(Stored items)
● ● ●

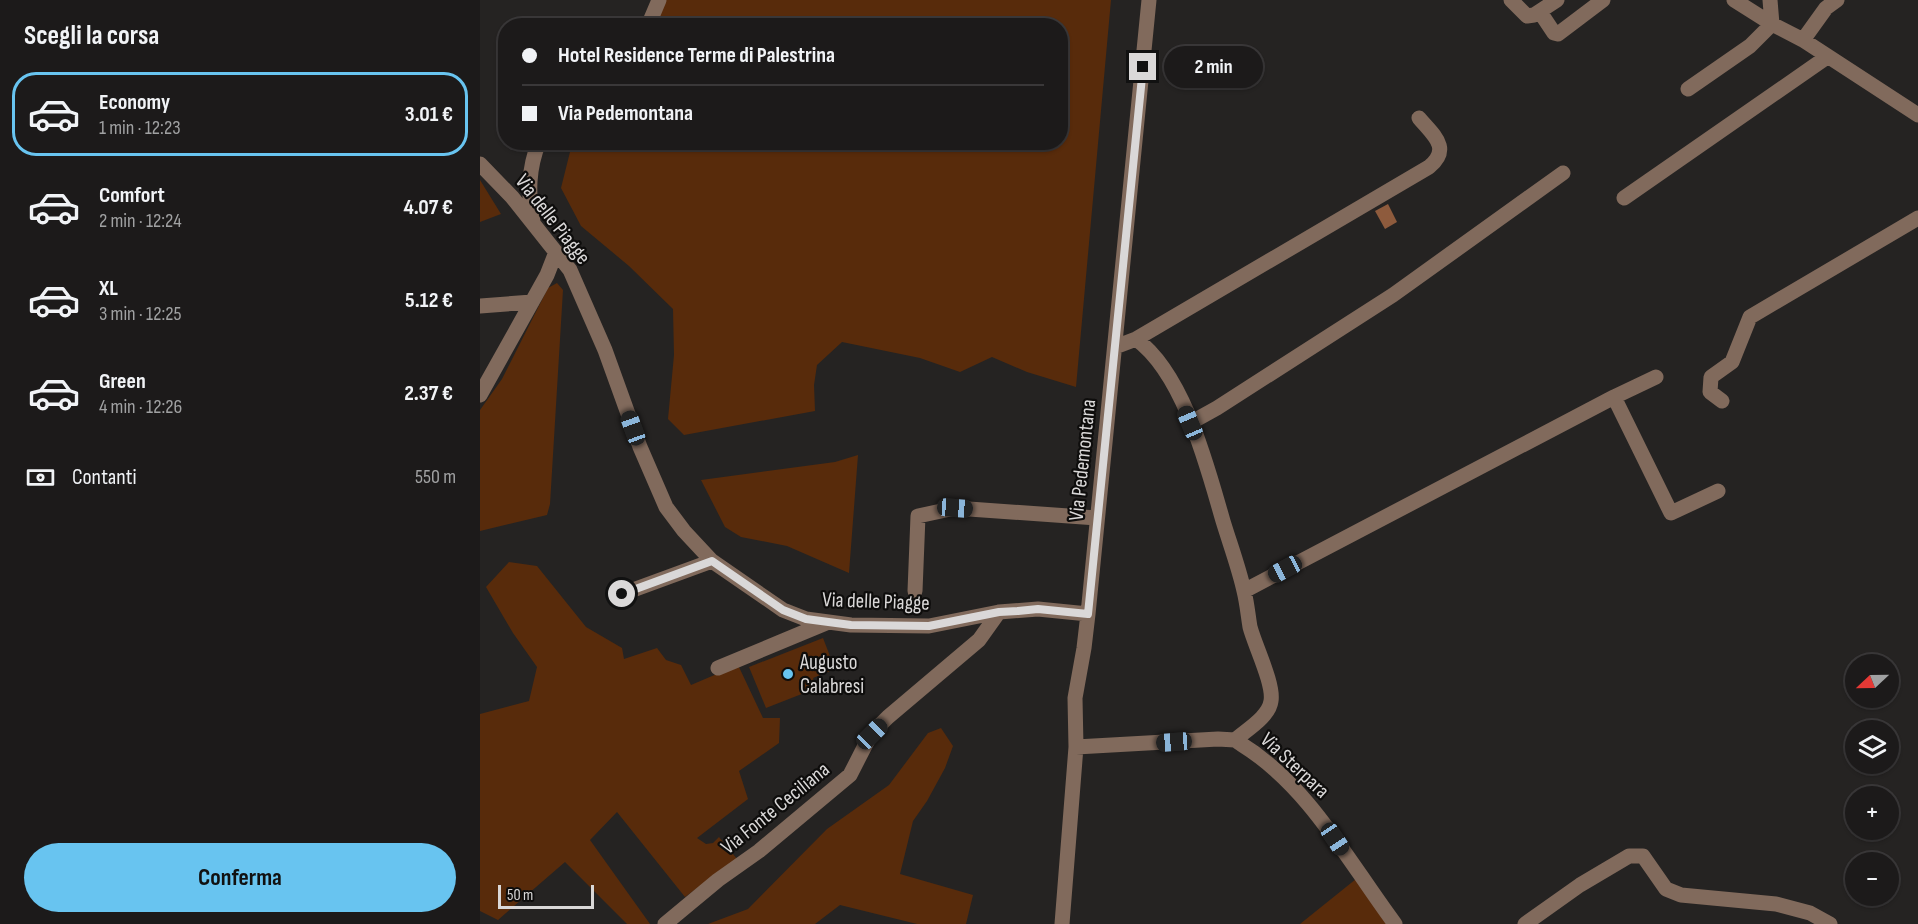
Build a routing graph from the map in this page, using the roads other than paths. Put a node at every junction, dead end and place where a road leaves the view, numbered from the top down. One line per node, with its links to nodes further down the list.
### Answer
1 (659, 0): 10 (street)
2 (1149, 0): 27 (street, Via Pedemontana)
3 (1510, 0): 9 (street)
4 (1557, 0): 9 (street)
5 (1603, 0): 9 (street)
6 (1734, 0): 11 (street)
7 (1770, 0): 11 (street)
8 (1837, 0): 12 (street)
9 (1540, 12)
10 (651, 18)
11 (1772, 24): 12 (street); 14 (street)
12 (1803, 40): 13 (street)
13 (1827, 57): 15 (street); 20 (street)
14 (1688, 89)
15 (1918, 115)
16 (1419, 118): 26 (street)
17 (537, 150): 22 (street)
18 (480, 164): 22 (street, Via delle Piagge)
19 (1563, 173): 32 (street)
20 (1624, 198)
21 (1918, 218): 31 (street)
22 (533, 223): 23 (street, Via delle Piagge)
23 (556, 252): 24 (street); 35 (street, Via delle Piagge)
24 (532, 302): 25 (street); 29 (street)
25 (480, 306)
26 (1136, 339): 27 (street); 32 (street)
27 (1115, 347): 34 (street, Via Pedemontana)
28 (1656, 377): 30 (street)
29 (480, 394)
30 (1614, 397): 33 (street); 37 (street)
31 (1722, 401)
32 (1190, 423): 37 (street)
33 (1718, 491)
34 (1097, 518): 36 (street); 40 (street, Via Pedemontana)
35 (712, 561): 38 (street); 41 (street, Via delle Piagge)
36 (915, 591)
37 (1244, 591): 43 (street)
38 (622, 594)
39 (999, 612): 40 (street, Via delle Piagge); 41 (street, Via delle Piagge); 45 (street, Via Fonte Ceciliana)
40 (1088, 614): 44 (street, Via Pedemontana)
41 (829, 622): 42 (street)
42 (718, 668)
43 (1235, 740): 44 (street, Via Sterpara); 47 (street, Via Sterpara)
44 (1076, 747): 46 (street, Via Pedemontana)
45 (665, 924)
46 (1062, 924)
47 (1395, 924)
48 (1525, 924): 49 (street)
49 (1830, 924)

● ● ●

_Exercise_: Only a number is wanted. How many lines of the entries above carry "Pedemontana"?

_Result below_: 5